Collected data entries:
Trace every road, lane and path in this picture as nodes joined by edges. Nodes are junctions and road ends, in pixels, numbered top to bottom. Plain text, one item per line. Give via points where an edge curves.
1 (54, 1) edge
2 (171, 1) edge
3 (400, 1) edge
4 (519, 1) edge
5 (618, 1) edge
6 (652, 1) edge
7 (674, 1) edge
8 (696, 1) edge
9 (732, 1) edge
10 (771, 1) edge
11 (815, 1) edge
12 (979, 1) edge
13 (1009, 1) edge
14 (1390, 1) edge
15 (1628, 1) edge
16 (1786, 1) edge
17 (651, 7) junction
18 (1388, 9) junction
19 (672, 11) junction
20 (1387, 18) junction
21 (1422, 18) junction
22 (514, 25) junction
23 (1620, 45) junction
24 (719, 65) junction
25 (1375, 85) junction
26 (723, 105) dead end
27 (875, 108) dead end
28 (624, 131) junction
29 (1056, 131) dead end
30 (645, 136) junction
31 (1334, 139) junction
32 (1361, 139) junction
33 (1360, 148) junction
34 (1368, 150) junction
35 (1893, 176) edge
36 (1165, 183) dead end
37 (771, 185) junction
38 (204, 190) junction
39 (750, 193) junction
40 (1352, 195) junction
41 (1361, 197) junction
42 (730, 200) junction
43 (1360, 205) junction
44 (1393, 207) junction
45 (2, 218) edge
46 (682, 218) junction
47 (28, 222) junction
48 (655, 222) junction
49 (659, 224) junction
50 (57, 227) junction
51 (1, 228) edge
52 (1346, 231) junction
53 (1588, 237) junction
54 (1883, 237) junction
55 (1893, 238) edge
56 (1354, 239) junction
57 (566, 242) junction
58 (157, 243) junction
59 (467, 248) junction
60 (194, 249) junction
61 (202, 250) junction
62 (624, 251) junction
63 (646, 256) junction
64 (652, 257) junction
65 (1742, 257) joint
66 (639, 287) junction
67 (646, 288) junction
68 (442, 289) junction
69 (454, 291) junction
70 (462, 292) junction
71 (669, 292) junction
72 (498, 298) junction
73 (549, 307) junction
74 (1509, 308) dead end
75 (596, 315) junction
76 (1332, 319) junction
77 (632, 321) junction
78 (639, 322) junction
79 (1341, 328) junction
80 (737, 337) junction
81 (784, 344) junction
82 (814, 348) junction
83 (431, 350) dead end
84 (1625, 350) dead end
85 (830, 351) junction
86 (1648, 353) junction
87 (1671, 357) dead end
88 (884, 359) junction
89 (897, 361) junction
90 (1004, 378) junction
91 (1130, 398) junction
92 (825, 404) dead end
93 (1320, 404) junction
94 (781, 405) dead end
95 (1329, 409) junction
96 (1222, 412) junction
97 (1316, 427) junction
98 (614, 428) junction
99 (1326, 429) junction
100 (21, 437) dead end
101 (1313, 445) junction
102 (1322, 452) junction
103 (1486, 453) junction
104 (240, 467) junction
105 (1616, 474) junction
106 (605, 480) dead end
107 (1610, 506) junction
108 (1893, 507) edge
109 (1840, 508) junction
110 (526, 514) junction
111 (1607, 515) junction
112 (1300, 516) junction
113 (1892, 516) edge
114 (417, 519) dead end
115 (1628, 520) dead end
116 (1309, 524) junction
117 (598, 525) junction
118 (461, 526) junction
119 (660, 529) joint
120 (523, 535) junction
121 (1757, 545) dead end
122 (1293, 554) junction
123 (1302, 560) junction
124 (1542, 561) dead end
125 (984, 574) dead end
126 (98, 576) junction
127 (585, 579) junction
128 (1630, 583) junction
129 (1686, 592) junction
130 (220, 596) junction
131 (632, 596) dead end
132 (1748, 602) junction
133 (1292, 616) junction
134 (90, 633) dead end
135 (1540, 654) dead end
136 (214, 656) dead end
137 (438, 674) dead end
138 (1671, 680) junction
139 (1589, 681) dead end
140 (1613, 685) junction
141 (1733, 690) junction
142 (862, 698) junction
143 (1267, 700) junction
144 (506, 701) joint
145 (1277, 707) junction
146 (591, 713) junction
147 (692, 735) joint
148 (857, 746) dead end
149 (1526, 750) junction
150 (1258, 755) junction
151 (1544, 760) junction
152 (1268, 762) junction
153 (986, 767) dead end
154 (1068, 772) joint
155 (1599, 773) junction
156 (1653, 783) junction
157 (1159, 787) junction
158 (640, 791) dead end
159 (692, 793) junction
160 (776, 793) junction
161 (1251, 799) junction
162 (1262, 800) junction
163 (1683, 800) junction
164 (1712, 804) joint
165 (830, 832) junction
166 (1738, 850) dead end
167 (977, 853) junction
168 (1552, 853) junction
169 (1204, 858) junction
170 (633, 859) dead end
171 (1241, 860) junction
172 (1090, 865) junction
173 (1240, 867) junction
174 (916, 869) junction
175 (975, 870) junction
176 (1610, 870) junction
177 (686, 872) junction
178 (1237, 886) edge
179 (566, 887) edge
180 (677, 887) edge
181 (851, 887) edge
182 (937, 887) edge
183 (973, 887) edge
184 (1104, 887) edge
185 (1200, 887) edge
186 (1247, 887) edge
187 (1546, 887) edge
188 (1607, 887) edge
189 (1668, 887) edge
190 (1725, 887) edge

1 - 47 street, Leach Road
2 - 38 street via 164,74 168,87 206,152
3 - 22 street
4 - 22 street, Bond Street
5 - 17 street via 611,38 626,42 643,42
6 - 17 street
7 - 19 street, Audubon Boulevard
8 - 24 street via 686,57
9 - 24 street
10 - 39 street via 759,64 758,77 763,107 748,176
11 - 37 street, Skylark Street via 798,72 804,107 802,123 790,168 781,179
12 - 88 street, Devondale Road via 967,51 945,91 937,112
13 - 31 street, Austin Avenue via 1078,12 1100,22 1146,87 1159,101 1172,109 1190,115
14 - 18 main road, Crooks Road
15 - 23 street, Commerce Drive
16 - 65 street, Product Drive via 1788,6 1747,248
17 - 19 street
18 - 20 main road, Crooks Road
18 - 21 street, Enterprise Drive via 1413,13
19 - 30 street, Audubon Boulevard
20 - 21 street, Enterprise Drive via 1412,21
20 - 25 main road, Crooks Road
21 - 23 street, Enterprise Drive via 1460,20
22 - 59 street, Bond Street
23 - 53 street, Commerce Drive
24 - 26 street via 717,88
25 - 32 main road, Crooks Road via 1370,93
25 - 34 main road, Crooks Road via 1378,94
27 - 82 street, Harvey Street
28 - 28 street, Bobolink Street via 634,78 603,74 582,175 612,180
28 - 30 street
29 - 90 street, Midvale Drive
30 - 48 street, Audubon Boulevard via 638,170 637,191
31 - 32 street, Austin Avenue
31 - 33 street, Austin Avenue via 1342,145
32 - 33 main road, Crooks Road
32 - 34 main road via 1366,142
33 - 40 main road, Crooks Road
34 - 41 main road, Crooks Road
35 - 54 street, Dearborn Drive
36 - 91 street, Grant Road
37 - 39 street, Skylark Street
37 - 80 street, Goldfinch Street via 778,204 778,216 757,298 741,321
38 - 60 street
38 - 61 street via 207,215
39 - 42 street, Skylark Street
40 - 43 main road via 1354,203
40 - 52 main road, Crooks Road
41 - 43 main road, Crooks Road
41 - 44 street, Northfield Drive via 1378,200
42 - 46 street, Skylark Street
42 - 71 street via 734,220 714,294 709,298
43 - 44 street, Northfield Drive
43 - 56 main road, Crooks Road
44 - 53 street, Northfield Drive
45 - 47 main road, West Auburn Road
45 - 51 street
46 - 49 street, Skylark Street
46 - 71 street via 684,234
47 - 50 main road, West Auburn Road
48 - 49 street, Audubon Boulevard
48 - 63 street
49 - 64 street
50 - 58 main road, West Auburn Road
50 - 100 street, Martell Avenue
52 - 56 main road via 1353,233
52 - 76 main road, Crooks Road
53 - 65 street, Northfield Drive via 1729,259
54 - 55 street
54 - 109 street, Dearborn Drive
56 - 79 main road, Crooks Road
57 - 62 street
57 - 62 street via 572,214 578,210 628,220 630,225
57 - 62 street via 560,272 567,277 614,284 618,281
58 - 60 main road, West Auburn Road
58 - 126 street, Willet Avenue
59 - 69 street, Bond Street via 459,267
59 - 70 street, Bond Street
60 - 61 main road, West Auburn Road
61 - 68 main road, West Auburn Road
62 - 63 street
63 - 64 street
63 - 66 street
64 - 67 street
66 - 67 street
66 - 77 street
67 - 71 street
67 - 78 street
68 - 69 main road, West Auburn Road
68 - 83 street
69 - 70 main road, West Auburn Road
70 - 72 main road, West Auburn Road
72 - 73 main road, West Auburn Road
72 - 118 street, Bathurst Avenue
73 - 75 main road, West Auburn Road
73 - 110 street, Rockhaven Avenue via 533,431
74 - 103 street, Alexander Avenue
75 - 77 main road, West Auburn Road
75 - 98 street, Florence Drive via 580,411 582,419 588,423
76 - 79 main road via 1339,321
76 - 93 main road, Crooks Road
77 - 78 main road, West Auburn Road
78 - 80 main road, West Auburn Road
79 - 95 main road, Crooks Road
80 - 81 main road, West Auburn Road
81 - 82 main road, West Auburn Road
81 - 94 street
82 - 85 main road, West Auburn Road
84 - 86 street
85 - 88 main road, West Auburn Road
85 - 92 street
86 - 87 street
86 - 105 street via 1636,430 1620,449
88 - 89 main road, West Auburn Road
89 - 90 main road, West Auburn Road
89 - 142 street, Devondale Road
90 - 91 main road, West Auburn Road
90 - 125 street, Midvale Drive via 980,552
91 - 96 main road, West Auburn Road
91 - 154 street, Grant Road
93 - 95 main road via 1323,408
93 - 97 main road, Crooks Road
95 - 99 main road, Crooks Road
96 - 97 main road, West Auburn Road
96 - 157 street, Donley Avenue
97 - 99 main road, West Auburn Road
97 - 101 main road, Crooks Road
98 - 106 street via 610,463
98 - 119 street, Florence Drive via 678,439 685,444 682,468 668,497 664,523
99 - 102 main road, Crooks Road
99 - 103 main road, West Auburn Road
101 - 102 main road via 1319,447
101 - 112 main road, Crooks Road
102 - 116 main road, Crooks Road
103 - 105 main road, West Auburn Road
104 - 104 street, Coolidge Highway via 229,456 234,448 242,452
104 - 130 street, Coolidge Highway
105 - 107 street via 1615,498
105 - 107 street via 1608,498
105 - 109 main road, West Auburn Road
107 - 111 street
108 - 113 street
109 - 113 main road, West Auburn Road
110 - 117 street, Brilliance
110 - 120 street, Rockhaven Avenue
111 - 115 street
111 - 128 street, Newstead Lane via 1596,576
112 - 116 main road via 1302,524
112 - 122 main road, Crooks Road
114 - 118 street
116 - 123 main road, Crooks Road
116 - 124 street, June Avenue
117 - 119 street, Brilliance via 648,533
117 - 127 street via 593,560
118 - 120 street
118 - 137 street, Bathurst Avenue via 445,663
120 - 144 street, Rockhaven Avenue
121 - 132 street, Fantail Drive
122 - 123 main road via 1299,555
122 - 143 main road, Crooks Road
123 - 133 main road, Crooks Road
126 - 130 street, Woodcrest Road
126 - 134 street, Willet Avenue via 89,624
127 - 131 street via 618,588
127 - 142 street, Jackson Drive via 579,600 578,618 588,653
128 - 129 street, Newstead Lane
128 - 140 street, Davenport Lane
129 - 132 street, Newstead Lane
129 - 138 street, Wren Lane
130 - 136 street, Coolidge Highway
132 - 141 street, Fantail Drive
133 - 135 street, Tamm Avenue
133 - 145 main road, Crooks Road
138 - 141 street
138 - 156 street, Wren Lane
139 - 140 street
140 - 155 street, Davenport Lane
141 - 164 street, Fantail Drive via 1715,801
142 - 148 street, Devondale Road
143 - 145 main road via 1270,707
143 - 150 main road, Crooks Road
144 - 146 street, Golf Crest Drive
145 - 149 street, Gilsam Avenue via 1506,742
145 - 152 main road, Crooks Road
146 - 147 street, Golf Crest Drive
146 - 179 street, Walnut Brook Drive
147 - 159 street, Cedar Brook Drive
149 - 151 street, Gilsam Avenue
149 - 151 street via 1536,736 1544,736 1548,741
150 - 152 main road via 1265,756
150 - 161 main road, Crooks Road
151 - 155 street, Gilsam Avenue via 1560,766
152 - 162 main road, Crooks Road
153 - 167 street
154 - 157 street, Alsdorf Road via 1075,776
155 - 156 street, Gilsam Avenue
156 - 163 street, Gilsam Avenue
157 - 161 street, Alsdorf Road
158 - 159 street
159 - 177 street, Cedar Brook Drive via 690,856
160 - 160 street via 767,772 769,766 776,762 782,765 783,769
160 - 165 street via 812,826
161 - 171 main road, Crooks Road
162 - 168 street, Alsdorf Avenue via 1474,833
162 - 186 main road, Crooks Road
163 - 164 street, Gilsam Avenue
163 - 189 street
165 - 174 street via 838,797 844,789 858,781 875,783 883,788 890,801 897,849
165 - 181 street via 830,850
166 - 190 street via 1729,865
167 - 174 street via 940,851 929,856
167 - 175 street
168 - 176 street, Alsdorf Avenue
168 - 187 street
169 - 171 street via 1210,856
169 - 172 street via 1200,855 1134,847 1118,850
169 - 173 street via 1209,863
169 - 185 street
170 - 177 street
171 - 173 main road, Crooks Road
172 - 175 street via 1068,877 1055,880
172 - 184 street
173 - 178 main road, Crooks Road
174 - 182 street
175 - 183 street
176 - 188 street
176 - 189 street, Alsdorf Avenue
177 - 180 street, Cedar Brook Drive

• _What needs to be done_
When a line of the entries contains the word "Boulevard", it counts toward the total; reply with that total alone.

• _Reply to the exercise_
4